Reputation: 11
I have a table in DB from which I take values from a date field.I store this date value in a cursor. currently the date value is of the format DD:MON:YY. Now I convert this date into character using to_char function so as to append time 00:00:00 to it. now I tried converting back to the date format , but the timestamp is not appended and the date format is not as I have given( format is same as that of the date field in DB).but the to_char function returns the correct format as I have given.

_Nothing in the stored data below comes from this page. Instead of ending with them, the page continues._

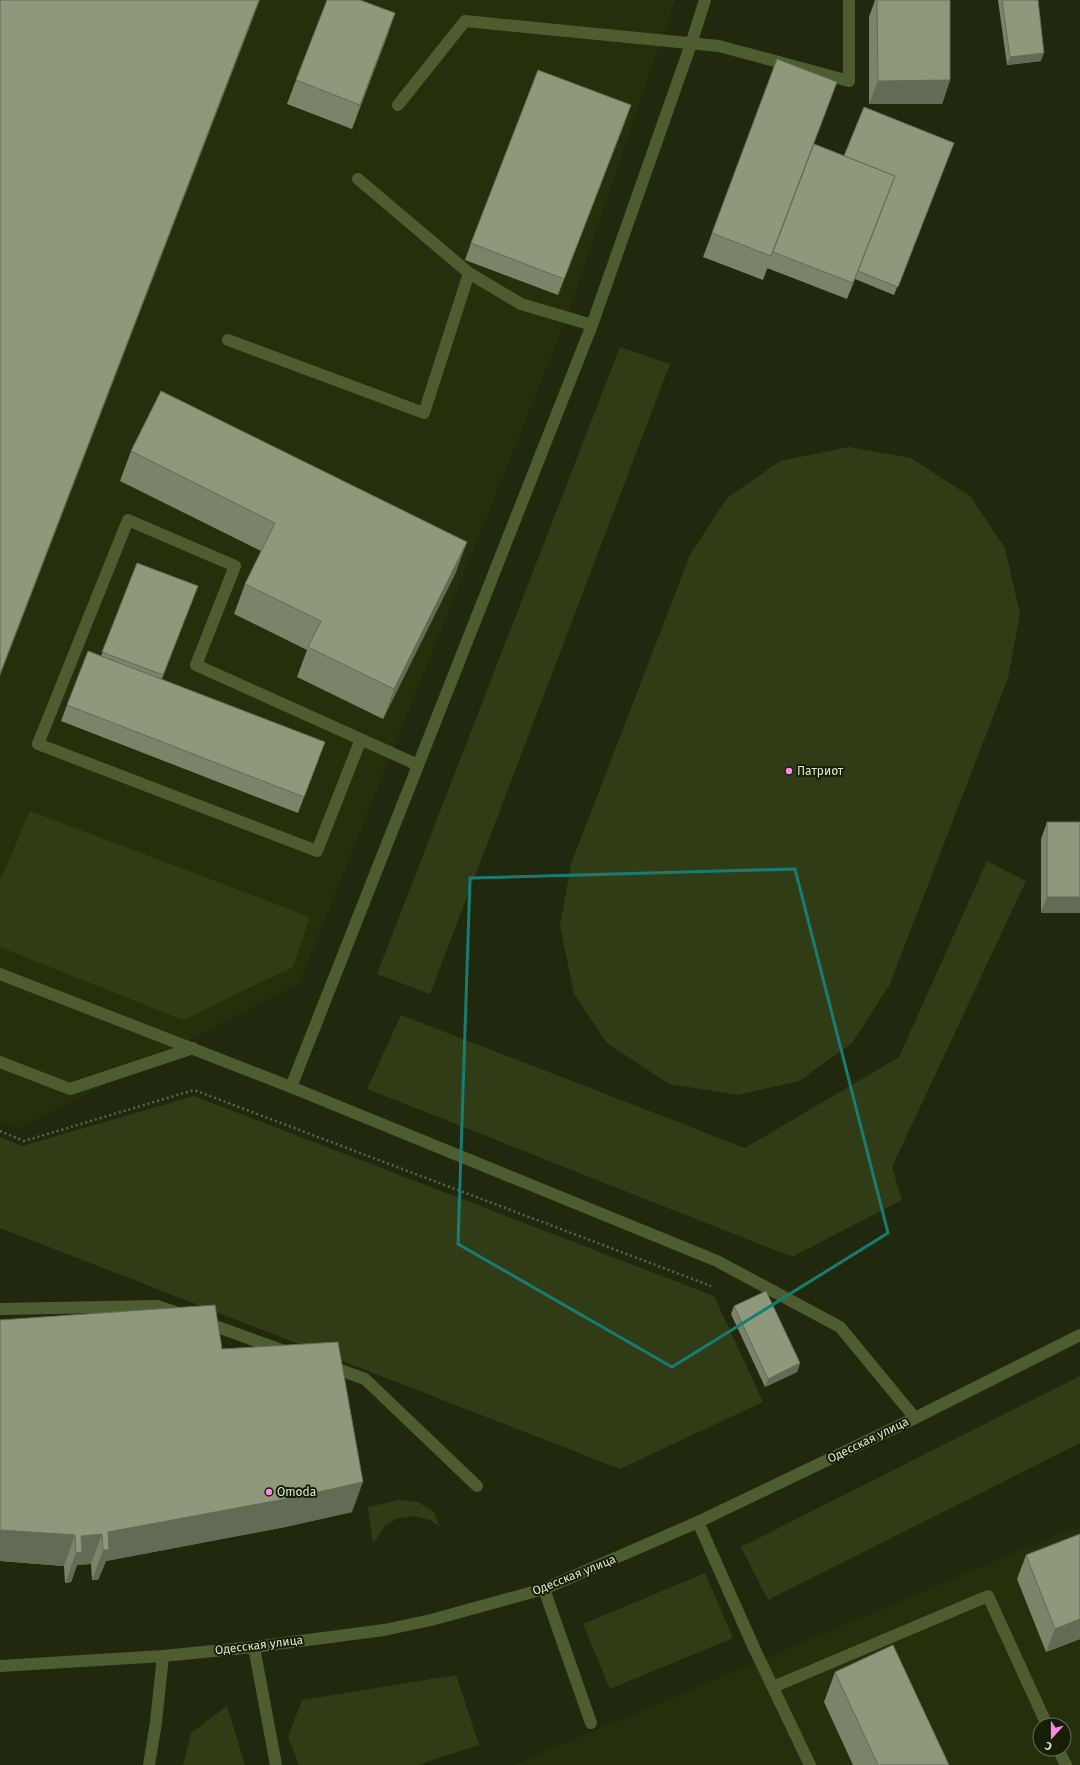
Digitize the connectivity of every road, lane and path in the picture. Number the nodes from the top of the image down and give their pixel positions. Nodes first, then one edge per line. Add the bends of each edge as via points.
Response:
1 (705, 0) edge
2 (849, 0) edge
3 (691, 44) junction
4 (398, 105) dead end
5 (358, 179) dead end
6 (469, 273) junction
7 (592, 325) junction
8 (228, 340) dead end
9 (361, 739) junction
10 (418, 765) junction
11 (0, 974) edge
12 (193, 1048) junction
13 (0, 1062) edge
14 (292, 1086) junction
15 (0, 1131) edge
16 (713, 1287) dead end
17 (0, 1309) edge
18 (1080, 1335) edge
19 (298, 1356) edge
20 (320, 1363) edge
21 (915, 1418) junction
22 (477, 1486) dead end
23 (698, 1522) junction
24 (544, 1590) junction
25 (254, 1647) junction
26 (163, 1656) junction
27 (0, 1666) edge
28 (773, 1687) junction
29 (1043, 1717) edge
30 (591, 1723) dead end
31 (149, 1765) edge
32 (276, 1765) edge
33 (810, 1765) edge

1 - 3 street
2 - 3 street via 849,81 719,46
3 - 4 street via 465,21
3 - 7 street
5 - 6 street
6 - 7 street via 521,304
6 - 8 street via 424,413
7 - 10 street
9 - 9 street via 196,665 235,566 128,520 38,744 317,851
9 - 10 street
10 - 14 street
11 - 12 street
12 - 13 street via 70,1089
12 - 14 street
14 - 21 street via 717,1261 801,1305 840,1327
15 - 16 path via 24,1141 194,1090
17 - 19 street via 157,1306
18 - 21 street, Одесская улица
20 - 22 street via 365,1379
21 - 23 street, Одесская улица
23 - 24 street, Одесская улица
23 - 28 street
24 - 25 street, Одесская улица via 384,1630
24 - 30 street
25 - 26 street, Одесская улица
25 - 32 street
26 - 27 street, Одесская улица
26 - 31 street
28 - 29 street via 988,1596
28 - 33 street

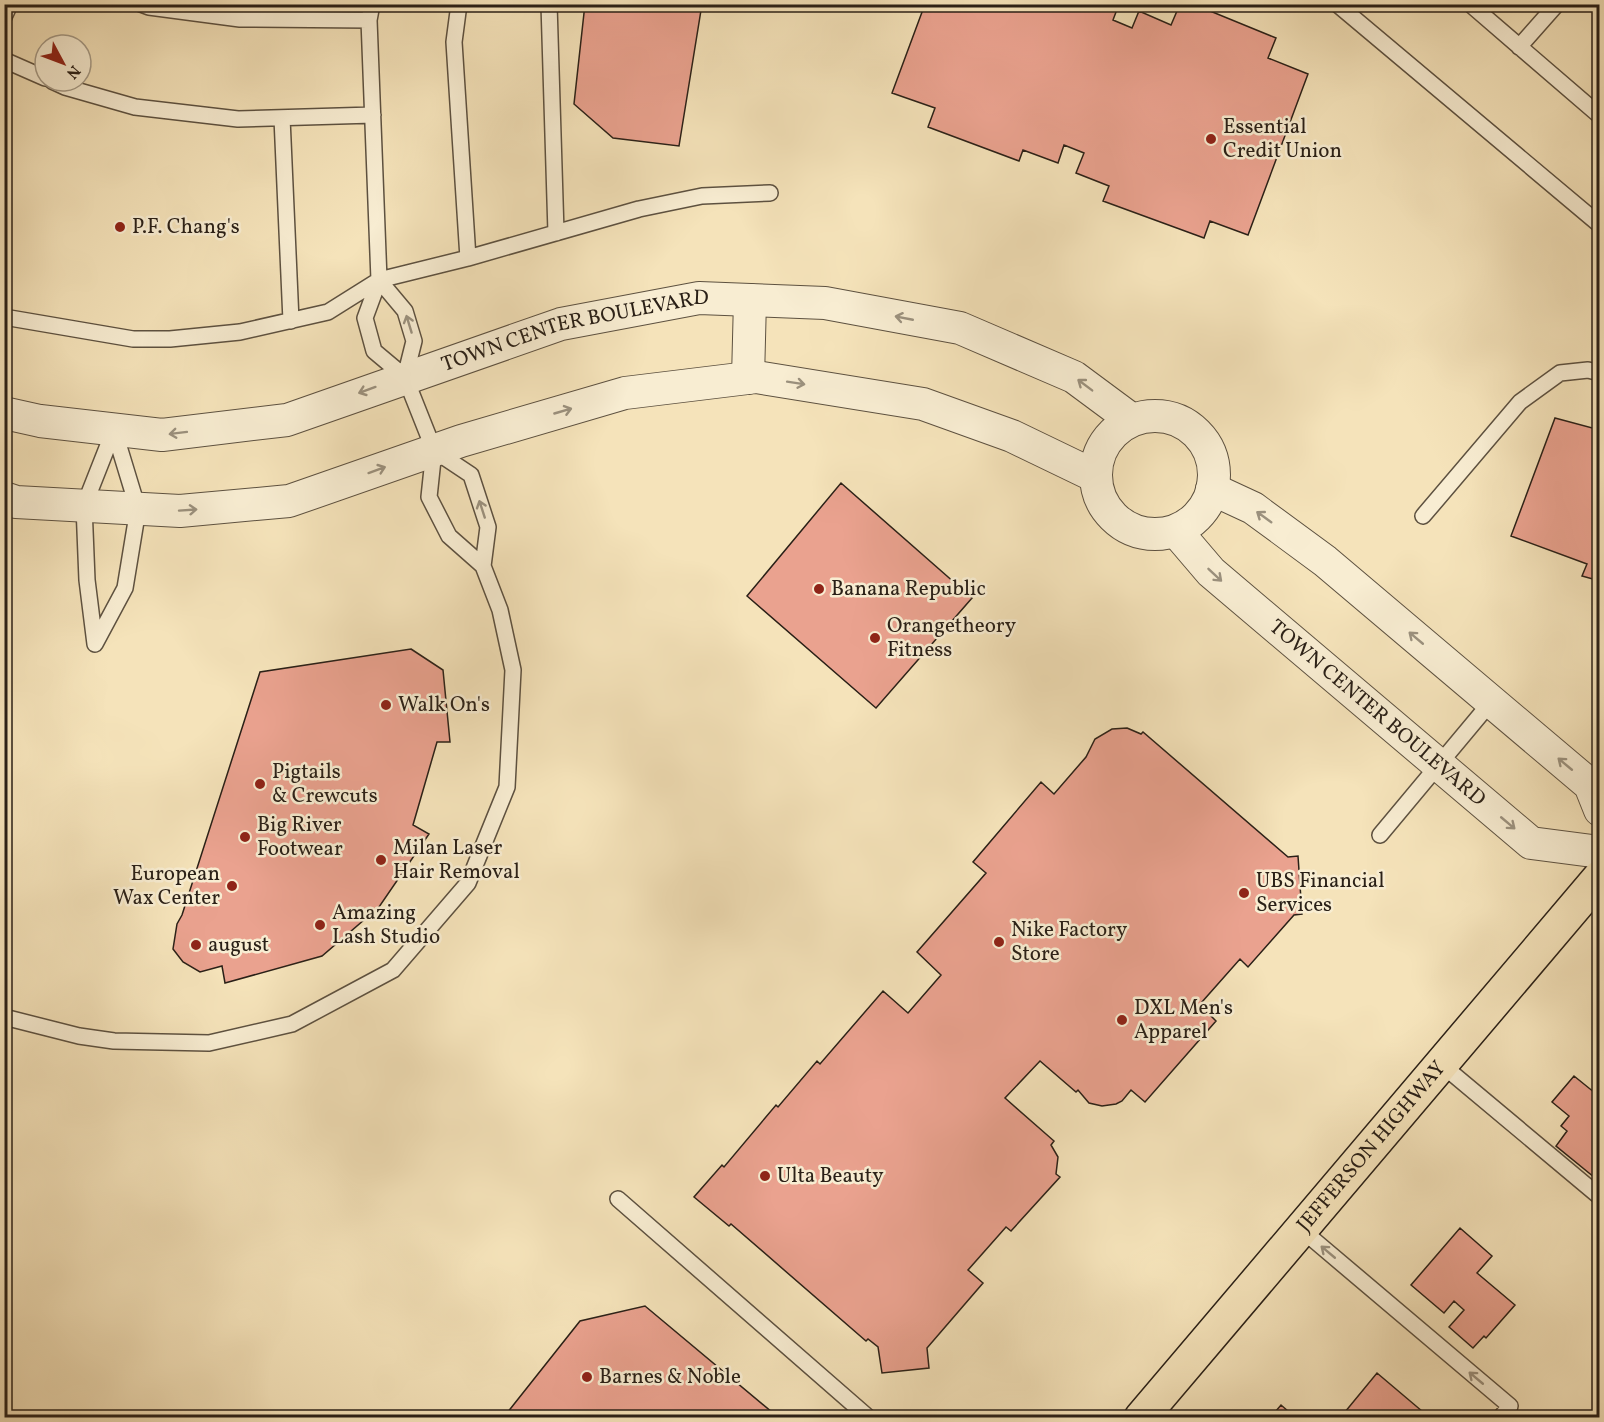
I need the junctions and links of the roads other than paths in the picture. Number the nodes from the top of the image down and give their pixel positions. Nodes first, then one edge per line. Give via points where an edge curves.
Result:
1 (10, 4) edge
2 (141, 4) edge
3 (372, 4) edge
4 (459, 4) edge
5 (549, 4) edge
6 (1337, 4) edge
7 (1470, 4) edge
8 (1557, 4) edge
9 (4, 17) edge
10 (369, 20) junction
11 (1520, 47) junction
12 (4, 60) edge
13 (33, 73) edge
14 (86, 93) edge
15 (1597, 110) edge
16 (373, 115) junction
17 (282, 118) junction
18 (770, 193) dead end
19 (1599, 225) edge
20 (556, 233) junction
21 (468, 258) junction
22 (379, 280) junction
23 (750, 300) junction
24 (4, 317) edge
25 (291, 321) junction
26 (1599, 373) edge
27 (405, 377) junction
28 (748, 378) junction
29 (4, 412) edge
30 (1132, 420) junction
31 (114, 430) junction
32 (434, 450) junction
33 (1095, 476) junction
34 (1212, 489) junction
35 (4, 498) edge
36 (84, 506) junction
37 (138, 509) junction
38 (1423, 516) dead end
39 (1176, 531) junction
40 (483, 566) junction
41 (1491, 702) junction
42 (1439, 765) junction
43 (1599, 810) edge
44 (1380, 835) dead end
45 (1599, 852) edge
46 (1599, 877) edge
47 (4, 1017) edge
48 (1441, 1064) junction
49 (1599, 1197) edge
50 (618, 1199) dead end
51 (1302, 1230) junction
52 (869, 1418) edge
53 (1142, 1418) edge
54 (1500, 1418) edge

1 - 9 lane
2 - 10 lane via 240,19
3 - 10 lane
4 - 21 lane via 454,42
5 - 20 lane
6 - 19 lane
7 - 11 lane
8 - 11 lane
10 - 16 lane
11 - 15 lane
12 - 13 lane
14 - 17 lane via 135,107 238,119
16 - 17 lane
16 - 22 lane
17 - 25 lane
18 - 20 lane via 702,196
20 - 21 lane
21 - 22 lane
22 - 25 lane via 328,312
27 -> 22 lane via 414,341 405,311
22 - 27 lane via 365,318 374,351
23 - 27 street, TOWN CENTER BOULEVARD via 699,298 561,324
23 - 28 street
30 -> 23 street, TOWN CENTER BOULEVARD via 1074,377 960,328 825,303
24 - 25 lane via 133,339 240,332
26 - 38 lane via 1560,373 1520,402
27 -> 31 street, TOWN CENTER BOULEVARD via 287,420 162,435
27 - 32 lane
32 -> 28 street via 625,393
28 -> 33 street via 923,404 1012,436
29 - 31 street, TOWN CENTER BOULEVARD via 40,421
30 - 33 street via 1105,442
30 - 34 street via 1163,417 1182,422 1198,435 1209,451 1214,470
31 - 36 lane
31 - 37 lane
37 -> 32 street via 180,511 289,501
32 - 40 lane via 429,497 449,536
40 -> 32 lane via 488,527 471,475
33 - 39 street via 1100,498 1112,518 1131,531 1154,535
34 - 39 street via 1205,507 1193,521
41 -> 34 street via 1325,561 1252,508
35 - 36 street
36 - 37 street
36 - 37 lane via 95,644 125,588
39 -> 42 street, TOWN CENTER BOULEVARD via 1210,572
40 - 47 lane via 500,610 513,670 507,787 468,883 393,970 292,1024 208,1043 114,1041
41 - 42 lane
43 -> 41 street via 1590,785
42 - 44 lane
42 -> 45 street, TOWN CENTER BOULEVARD via 1531,843
46 - 48 main road, JEFFERSON HIGHWAY
48 - 49 lane
48 - 51 main road, JEFFERSON HIGHWAY
50 - 52 lane
51 - 53 main road, JEFFERSON HIGHWAY
54 -> 51 lane via 1510,1407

Some of the code snippets are as follows:
Initialized a cursor as
cursor cur is
select to_char(STV_FROM_DATE,'DD:MON:YYYY:')STV_FROM_DATE :---from a table in DB
cur1 cur%rowtype;
begin
open cur;
loop
fetch cur into cur1;
dbms_output.put_line(cur_1.STV_FROM_DATE);
This is giving the value correctly as:
01:JAN:2000:
01:JAN:2000:
01:JAN:2000:
01:JAN:2000:
Now I appended the timestamp 00:00:00 to this and did the to_date operation as follows:
STV_FROM_DATE_BC := cur_1.STV_FROM_DATE;
STV_FROM_DATEBCKUP:=to_date(STV_FROM_DATE_BC,'DD:MM:YY:HH24:MI:SS');
dbms_output.put_line(STV_FROM_DATEBCKUP);
The result obtained is:
01-JAN-00
01-JAN-00
01-JAN-00
Could anyone help me to solve this issue and convert the timestamp appended character to date?
Upvotes: 1
Views: 604
Reputation: 49082
DBMS_OUTPUT is to DISPLAY. so, to display a DATE, you need TO_CHAR.
STV_FROM_DATEBCKUP:=to_date(STV_FROM_DATE_BC,'DD:MM:YY:HH24:MI:SS'); dbms_output.put_line(STV_FROM_DATEBCKUP);
Never use YY, always mention 4 digits YYYY for the complete year. You don't want to introduce the Y2K bug again. Above, you are trying to display the date value, but you did not mention the format model that you want to display. So simply use TO_CHAR along with proper format model.
Reason Without providing a proper format model, your client would just display according to your locale-specific NLS settings. For example, if I just display the sysdate, I would see the format that is mentioned in my NLS_DATE_FORMAT in v$parameters.
SQL> select parameter, value from v$nls_parameters where parameter='NLS_DATE_FORMAT';
PARAMETER VALUE
-------------------- --------------------
NLS_DATE_FORMAT DD-MON-RR
SQL> select sysdate from dual;
SYSDATE
---------
27-JAN-15
SQL>
So, I got 27-JAN-15
as SYSDATE, since my NLS_DATE_FORMAT is DD-MON-RR
. You could set it at system level or at session level.
SQL> alter session set NLS_DATE_FORMAT='DD:MM:YYYY:HH24:MI:SS';
Session altered.
SQL> select sysdate from dual;
SYSDATE
-------------------
27:01:2015:11:54:07
SQL>
So, you could either set your NLS_DATE_FORMAT
to set the format model that suits you. Let's see a test case -
SQL> set serveroutput on
SQL> DECLARE
2 STV_FROM_DATE_BC VARCHAR2(20);
3 STV_FROM_DATEBCKUP DATE;
4 BEGIN
5 STV_FROM_DATEBCKUP:= NULL;
6 STV_FROM_DATE_BC :='01:JAN:2000:';
7 STV_FROM_DATE_BC :=STV_FROM_DATE_BC||'00:00:00';
8 dbms_output.put_line('Input date literal = '||STV_FROM_DATE_BC);
9 STV_FROM_DATEBCKUP:=to_date(STV_FROM_DATE_BC,'DD:MON:YYYY:HH24:MI:SS');
10 dbms_output.put_line('Date without format model = '||STV_FROM_DATEBCKUP);
11 dbms_output.put_line('Date with proper format model = '||TO_CHAR(STV_FROM_DATEBCKUP,'DD:MM:YYYY:HH24:MI:SS'));
12 END;
13 /
Input date literal = 01:JAN:2000:00:00:00
Date without format model = 01-JAN-00
Date with proper format model = 01:01:2000:00:00:00
PL/SQL procedure successfully completed.